L’ÉCOLE DU BOUT DU MONDE
Critique du film
Il y a quelques semaines, le Bhoutan décrochait une première nomination historique aux Oscars grâce à L’école du bout du monde, cité dans la catégorie du meilleur film international. Cette mise en lumière extraordinaire offre l’occasion de découvrir une contrée méconnue et pourtant reconnue pour être un territoire où il fait bon vivre : dans le classement des pays où les habitants seraient le plus heureux, – celui-ci, en bordure d’Himalaya demeure en tête depuis plusieurs années.

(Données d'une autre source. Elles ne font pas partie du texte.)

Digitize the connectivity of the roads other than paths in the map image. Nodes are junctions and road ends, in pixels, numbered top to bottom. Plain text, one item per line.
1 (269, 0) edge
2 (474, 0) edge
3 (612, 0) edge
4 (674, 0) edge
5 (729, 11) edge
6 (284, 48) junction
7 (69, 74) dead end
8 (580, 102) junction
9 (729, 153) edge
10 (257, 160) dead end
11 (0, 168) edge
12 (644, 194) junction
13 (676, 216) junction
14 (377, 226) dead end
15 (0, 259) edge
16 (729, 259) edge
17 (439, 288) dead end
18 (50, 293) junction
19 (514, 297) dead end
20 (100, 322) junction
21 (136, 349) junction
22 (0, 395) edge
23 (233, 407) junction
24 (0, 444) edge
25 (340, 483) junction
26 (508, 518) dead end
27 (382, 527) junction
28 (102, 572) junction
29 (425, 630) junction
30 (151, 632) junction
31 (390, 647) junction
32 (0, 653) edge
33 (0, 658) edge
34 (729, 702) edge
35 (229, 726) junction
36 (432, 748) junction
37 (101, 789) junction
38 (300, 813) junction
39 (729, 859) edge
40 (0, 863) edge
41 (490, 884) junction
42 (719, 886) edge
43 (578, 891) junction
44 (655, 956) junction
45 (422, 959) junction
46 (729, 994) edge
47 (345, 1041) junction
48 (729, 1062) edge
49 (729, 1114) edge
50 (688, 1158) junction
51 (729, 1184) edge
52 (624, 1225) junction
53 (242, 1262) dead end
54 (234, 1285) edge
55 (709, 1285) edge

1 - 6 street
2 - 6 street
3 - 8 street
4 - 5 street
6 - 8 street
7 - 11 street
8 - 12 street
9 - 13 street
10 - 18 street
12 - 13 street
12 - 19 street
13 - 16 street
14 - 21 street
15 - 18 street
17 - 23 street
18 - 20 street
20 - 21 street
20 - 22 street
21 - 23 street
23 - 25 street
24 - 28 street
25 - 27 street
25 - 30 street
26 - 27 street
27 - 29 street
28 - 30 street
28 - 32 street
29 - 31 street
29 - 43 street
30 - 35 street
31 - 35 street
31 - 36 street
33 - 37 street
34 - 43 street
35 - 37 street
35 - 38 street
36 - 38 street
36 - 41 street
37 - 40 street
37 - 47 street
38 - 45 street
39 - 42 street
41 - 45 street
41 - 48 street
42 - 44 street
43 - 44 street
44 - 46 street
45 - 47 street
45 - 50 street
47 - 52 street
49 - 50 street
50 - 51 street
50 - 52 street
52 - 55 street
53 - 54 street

L’école du bout du monde se tient dans le village isolé de Lunana, situé à plus de 3000 mètres d’altitude et ne comptant pas plus d’une cinquantaine d’âmes. D’abord assez réfractaire suite à cette mutation qui l’éloigne des zones urbaines, le jeune enseignant au coeur du film se prend finalement d’affection pour ses habitants, touché par la convivialité et la générosité dont ils font preuve envers lui. Pourtant, il y manque de tout : aucun tableau pour dispenser ses leçons et partager des notions à l’écrit collectivement, une seule grande table autour de laquelle se réunissent les élèves, un matériel scolaire réduit à peau de chagrin, et une étable comme salle de classe – parfois même fréquentée par un yak. Il doit ainsi rivaliser d’inventivité pour dispenser les savoirs élémentaires à son comité réduit (mais motivé) d’élèves. Ces derniers se montrent particulièrement reconnaissants d’avoir un enseignant, et c’est une ambiance de classe studieuse – mais parfois cocasse – qui règne dans ce lieu unique.

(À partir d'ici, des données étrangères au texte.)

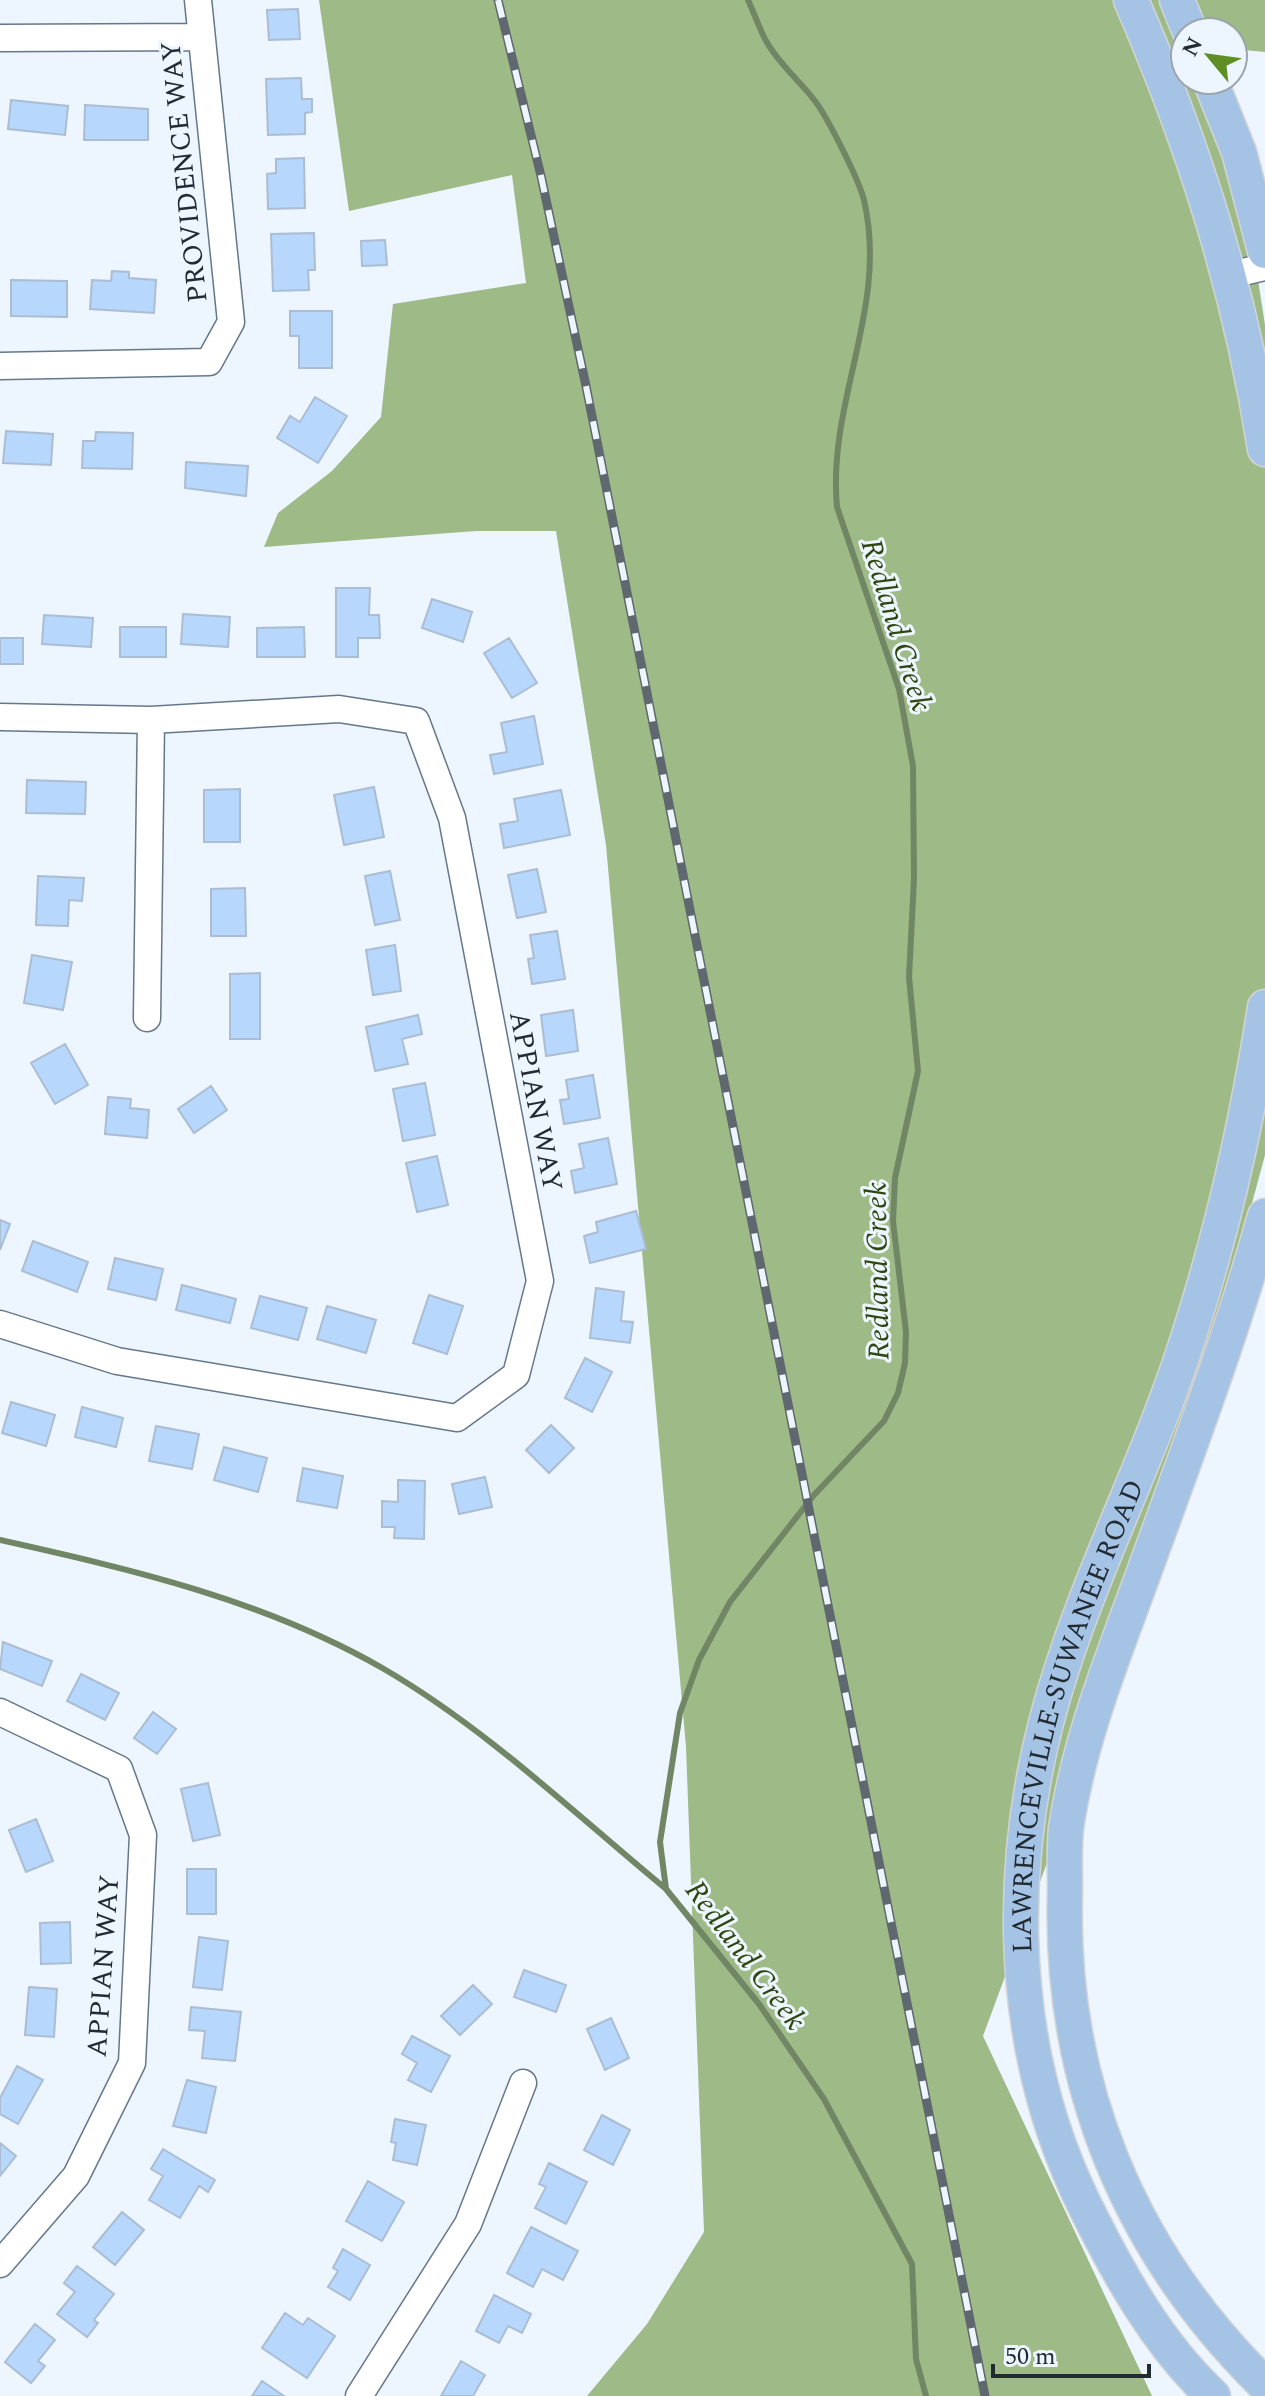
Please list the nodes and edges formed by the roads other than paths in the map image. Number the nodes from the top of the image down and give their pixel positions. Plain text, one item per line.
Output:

Contrairement aux pays occidentaux, où le statut des professeurs est sans cesse dégradé et médiatiquement attaqué, le Bhoutan fait de l’enseignement l’une des plus nobles vocations, avec la médecine. Dans ce pays qui privilégie le bien-être de sa population plutôt que sa croissance économique, la poursuite de ses rêves et de perspectives plus alléchantes apparaît comme l’illustration du changement en cours dans ce pays forcément impacté par la mondialisation. Cette rencontre avec les villageois et les jeunes élèves de Lunana fait naître en lui un changement philosophique – mais cette métamorphose existentielle sera-t-elle suivie d’effet ?

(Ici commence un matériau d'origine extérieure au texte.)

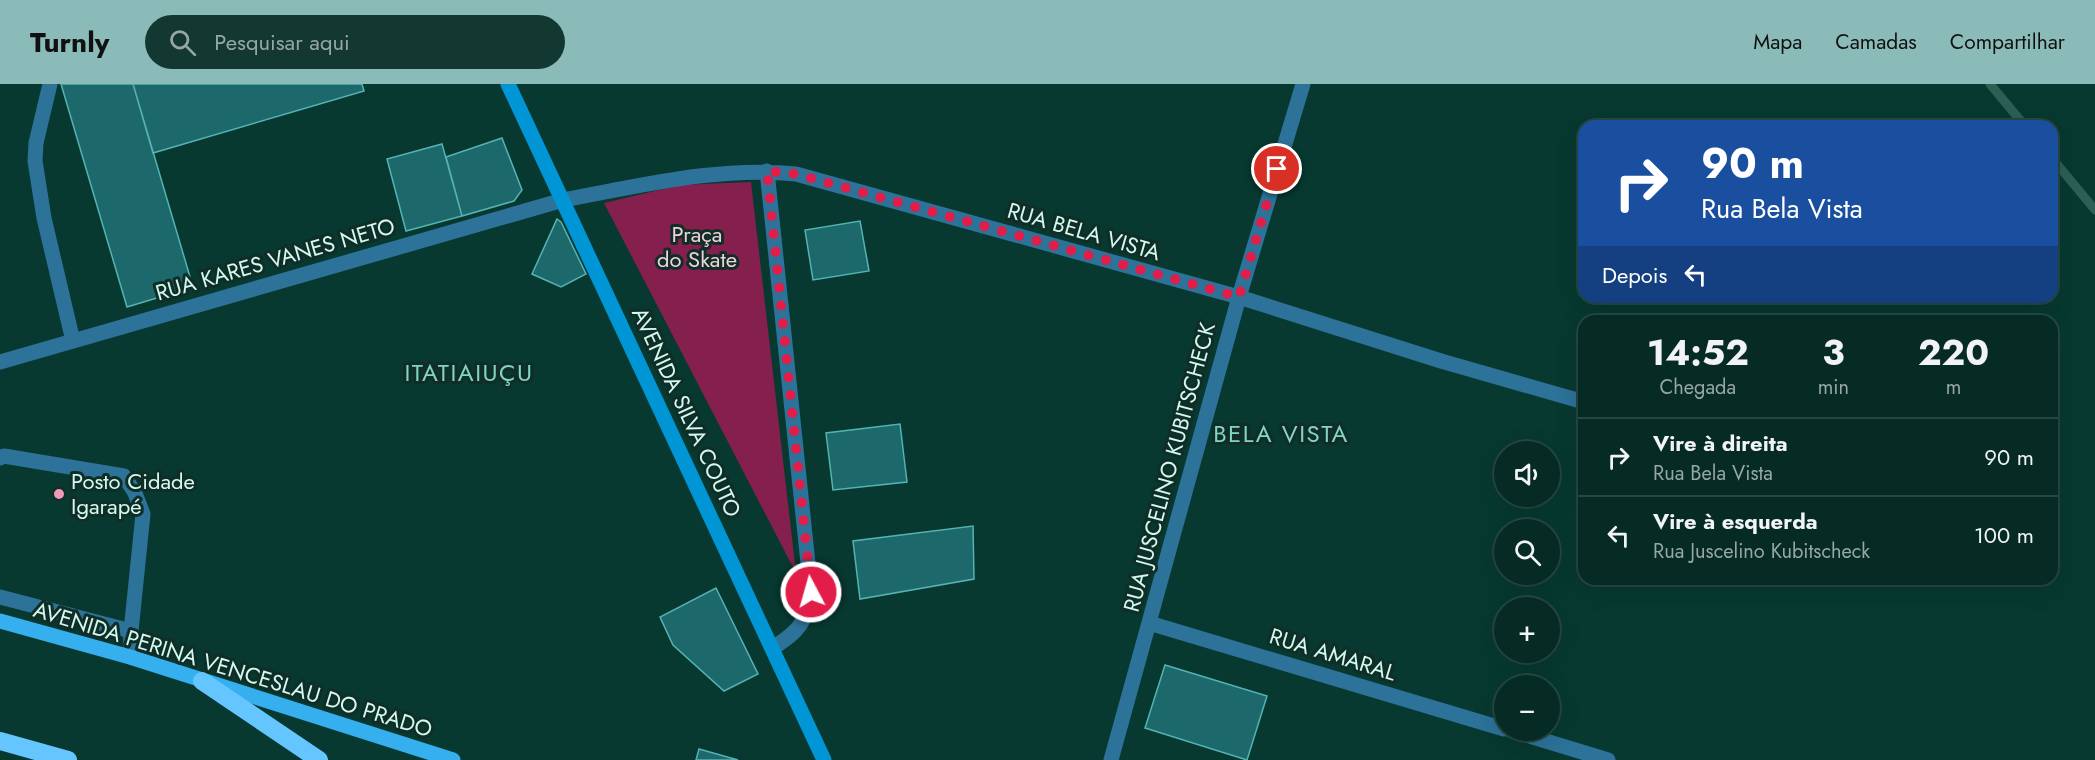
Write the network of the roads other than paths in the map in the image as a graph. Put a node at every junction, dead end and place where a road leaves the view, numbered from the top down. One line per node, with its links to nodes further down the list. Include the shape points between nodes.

Empreint de spiritualité et de belles valeurs comme le respect de la nature, L’école du bout du monde raconte en creux les conflits sociétaux du Bhoutan à travers son récit universel débordant d’humanité, qui ne manque pas de questionner chacun.e autour de notre place dans le monde et des chemins pour parvenir au bonheur. Sublimé par ses prises de vues sur les vastes sommets sauvages et enneigés, ce parcours d’un enseignant contraint de mettre (temporairement) en sourdine ses aspirations de chanteur résonne en reflet de notre époque individualiste.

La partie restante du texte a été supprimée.